The first morning of Girls Camp, we loaded into Sister Williams’s blue Econoline family van. It seems like every other family in the ward had a blue Econoline family van, with bench seats—not captain’s chairs—and hose-down floor mats. It was the perfect vehicle in which to haul about one’s natural-born nine children, as Sister Williams did, or a pack of fifteen-year-old girls to camp in the High Sierras. The van left our orange grove suburb, wound through the Los Angeles freeway system, and started the long ride up California Highway 395. In the Owens Valley, we passed old mining towns, crystalline lake beds, and prison camps. A left turn took us away from the arid valley floor and into the glacier-carved Eastern Sierras.

The van doors popped open. Out we stepped—Sister Williams, Sister Larsen, Natasha, Shayne, Charlotte, Shirley, Kristi, and me from the one van; Sister Tucker, Sister Barnes, Jennifer, Jennifer, Juli, Missy, Tammi, and Joy from the other. We hoisted our packs onto our backs, cinching the
belts until the edges lodged on the tops of our fifteen-year-old hip bones, and set out on the four-mile trail to Tom’s Place. The air was already thin at seven thousand feet, the trail steep and rocky. Within minutes of leaving the parking lot, I was sucking air between my teeth, trying to will away an attack of my childhood asthma:
gasp, caw, gasp, caw
. Natasha’s shoes came untied, and she dragged the laces along through the rocks. At a switchback water break, Shirley wobbled over, her ankles unsteady, and leaned down to help. A can of SpaghettiOs rolled out of her pack and off the side of the trail into the manzanita.
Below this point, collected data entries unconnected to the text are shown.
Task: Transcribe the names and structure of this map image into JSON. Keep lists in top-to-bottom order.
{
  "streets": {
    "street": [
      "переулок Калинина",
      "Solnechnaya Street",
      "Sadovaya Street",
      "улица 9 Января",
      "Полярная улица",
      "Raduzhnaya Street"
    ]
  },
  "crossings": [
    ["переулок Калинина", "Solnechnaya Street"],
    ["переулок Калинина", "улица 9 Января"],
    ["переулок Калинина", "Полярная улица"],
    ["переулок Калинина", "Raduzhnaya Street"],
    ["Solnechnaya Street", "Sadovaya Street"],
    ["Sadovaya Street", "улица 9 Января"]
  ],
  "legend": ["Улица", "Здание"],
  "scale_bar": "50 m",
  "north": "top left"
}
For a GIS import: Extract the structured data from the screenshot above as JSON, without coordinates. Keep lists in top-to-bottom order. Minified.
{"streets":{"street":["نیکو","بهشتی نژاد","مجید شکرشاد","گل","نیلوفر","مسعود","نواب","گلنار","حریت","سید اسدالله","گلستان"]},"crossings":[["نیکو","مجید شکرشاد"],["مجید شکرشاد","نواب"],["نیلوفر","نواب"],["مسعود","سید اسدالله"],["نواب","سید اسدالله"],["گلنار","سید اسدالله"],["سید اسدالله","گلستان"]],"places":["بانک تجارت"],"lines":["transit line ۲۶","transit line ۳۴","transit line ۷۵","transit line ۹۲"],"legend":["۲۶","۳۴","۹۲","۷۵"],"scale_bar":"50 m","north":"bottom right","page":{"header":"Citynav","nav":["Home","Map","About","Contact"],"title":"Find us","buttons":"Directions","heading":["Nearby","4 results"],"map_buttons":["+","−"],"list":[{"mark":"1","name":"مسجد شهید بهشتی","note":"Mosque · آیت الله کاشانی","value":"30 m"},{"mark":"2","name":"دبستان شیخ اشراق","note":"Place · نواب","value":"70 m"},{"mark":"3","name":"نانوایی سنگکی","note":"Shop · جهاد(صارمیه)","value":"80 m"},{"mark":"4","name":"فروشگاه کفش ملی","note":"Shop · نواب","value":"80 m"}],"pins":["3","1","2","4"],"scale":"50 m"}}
Sister Williams and Sister Barnes brought up the rear of the group; Sister Larsen and Sister Tucker led. “One foot in front of the other,” she called back to us stragglers. One foot in front of the other was what I did.
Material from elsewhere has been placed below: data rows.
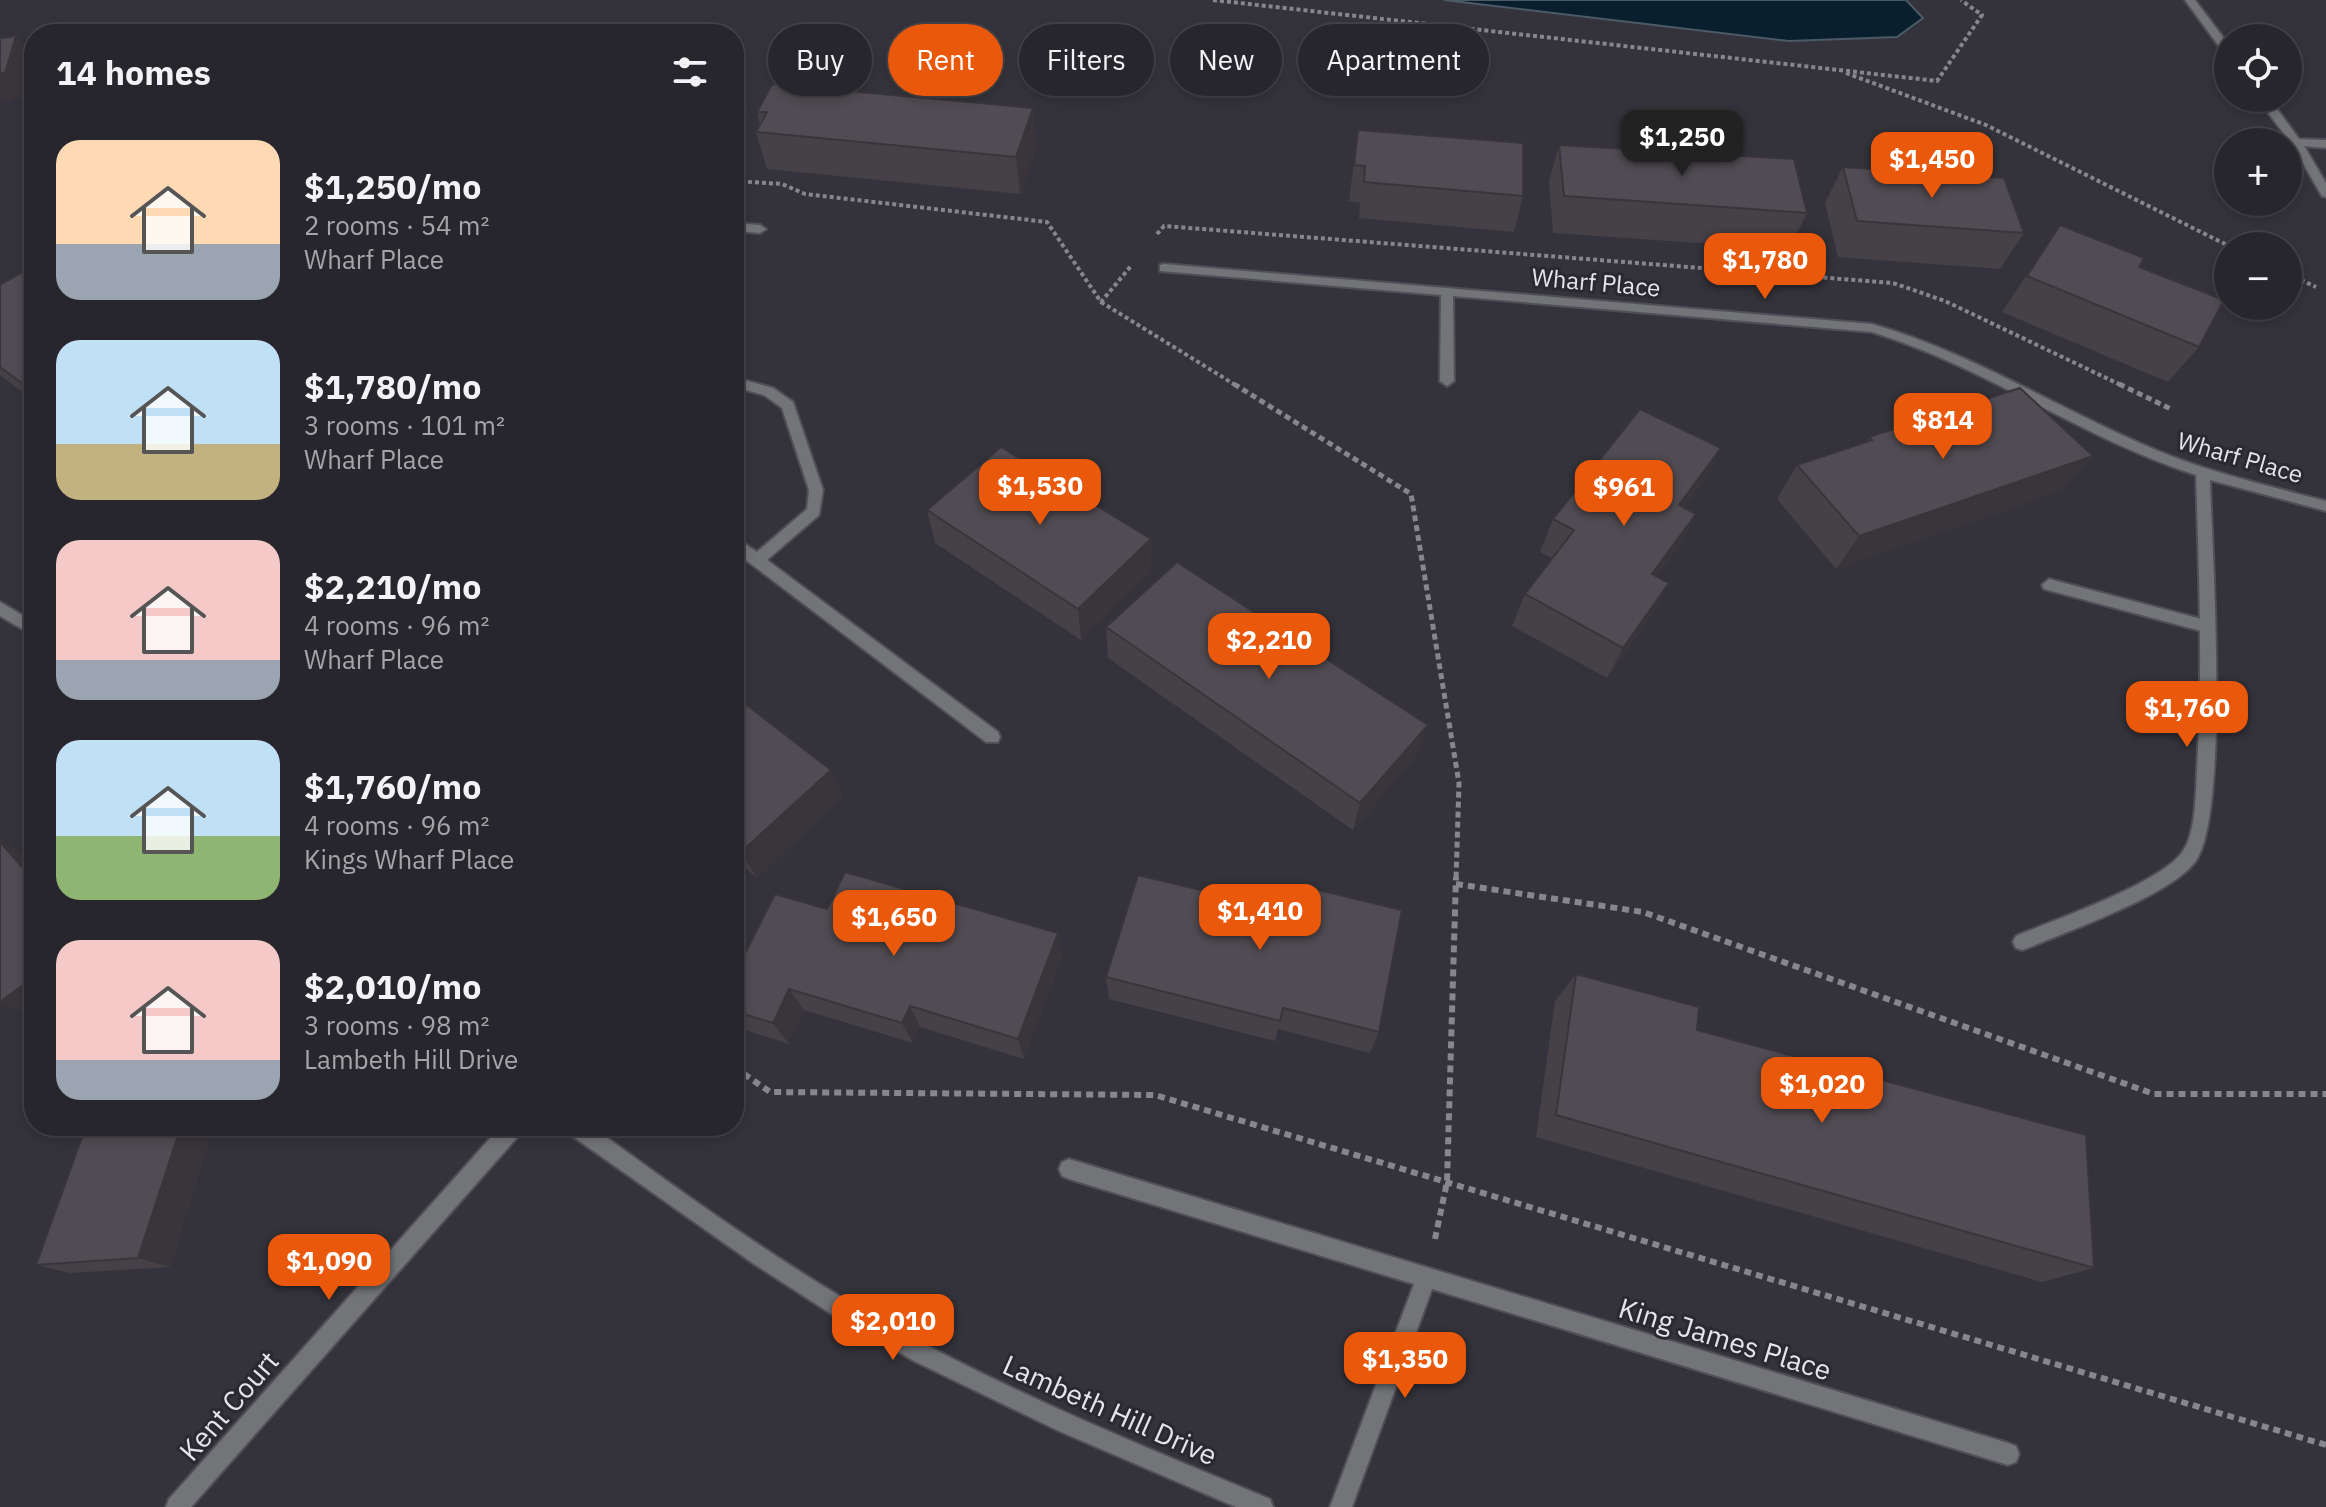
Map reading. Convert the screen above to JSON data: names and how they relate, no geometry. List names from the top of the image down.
{
  "streets": {
    "street": [
      "Wharf Place",
      "King James Place",
      "Kent Court",
      "Lambeth Hill Drive"
    ]
  },
  "page": {
    "map_buttons": ["+", "−"],
    "chip": [
      "Buy",
      "Rent",
      "Filters",
      "New",
      "Apartment"
    ],
    "heading": "14 homes",
    "price": [
      "$1,250",
      "$1,450",
      "$1,780",
      "$814",
      "$1,530",
      "$961",
      "$2,210",
      "$1,760",
      "$1,410",
      "$1,650",
      "$1,020",
      "$1,090",
      "$2,010",
      "$1,350"
    ],
    "list": [
      {
        "name": "$1,250/mo",
        "note": "2 rooms · 54 m² · Wharf Place"
      },
      {
        "name": "$1,780/mo",
        "note": "3 rooms · 101 m² · Wharf Place"
      },
      {
        "name": "$2,210/mo",
        "note": "4 rooms · 96 m² · Wharf Place"
      },
      {
        "name": "$1,760/mo",
        "note": "4 rooms · 96 m² · Kings Wharf Place"
      },
      {
        "name": "$2,010/mo",
        "note": "3 rooms · 98 m² · Lambeth Hill Drive"
      }
    ]
  }
}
Maybe it was just my oxygen-deprived brain—
gasp, caw, gasp, caw
—but it struck me that Sister Tucker’s words held the key to, well,
everything
. Yes, with every foot Natasha, Shirley, and I ascended, the world around us assumed a kind of luminescent meaningfulness. Everything was haloed with spiritual significance—from the jagged granite peaks ahead of us, to the glacier-carved valleys, to the yarrow and mule ears at the creeksides.
Gasp, caw, gasp, caw
. I fixed my eyes at the head of the line of backpackers, on the back of Sister Tucker’s head, her brilliant white hair. One foot in front of the other. It was difficult, sometimes, being a fifteen-year-old Mormon girl, with scrawny lungs, a bad perm, and
wobbly ankles. But this was the very point of it, the very point of
everything
: our spirits had been sent to earth to persist against the weak and messy medium of our bodies, one foot in front of the other, until we reached higher places. That was the lesson we came to Girls Camp to learn.

A white tennis shoe dropped from Shirley’s backpack. I stopped and gulped down air. Sister Williams placed her feet in a wide stance, eased down to reach the shoe, while balancing her pack on her capable hips, and tied the shoe to the back of Shirley’s external frame pack.

Gasp, caw, gasp, caw
—we resumed our trudge up the mountain.

•   •   •

When night fell in the Eastern Sierras, we had reached our camp, set up our backpacker tents, unrolled our sleeping bags, gathered up wood, and set foil dinners to cook on campfire coals.

We gathered around the fire and lodged our backs against fallen pines. Sister Tucker, Sister Williams, Sister Larsen, and Sister Barnes took their place among us. We ate warmed peas and carrots and potatoes from our foil packets, and washed them down with canteens of water pumped from the glacier-fed creek.

So many questions we had about the mysteries of our impending Mormon womanhood. So many things we could
not ask on a regular Sunday at home, locked inside the cold cinder-block-walled church, tied up in Sunday dresses. Where better to talk about these matters than up here at eleven thousand feet, under the guidance of four unflinching Mormon women?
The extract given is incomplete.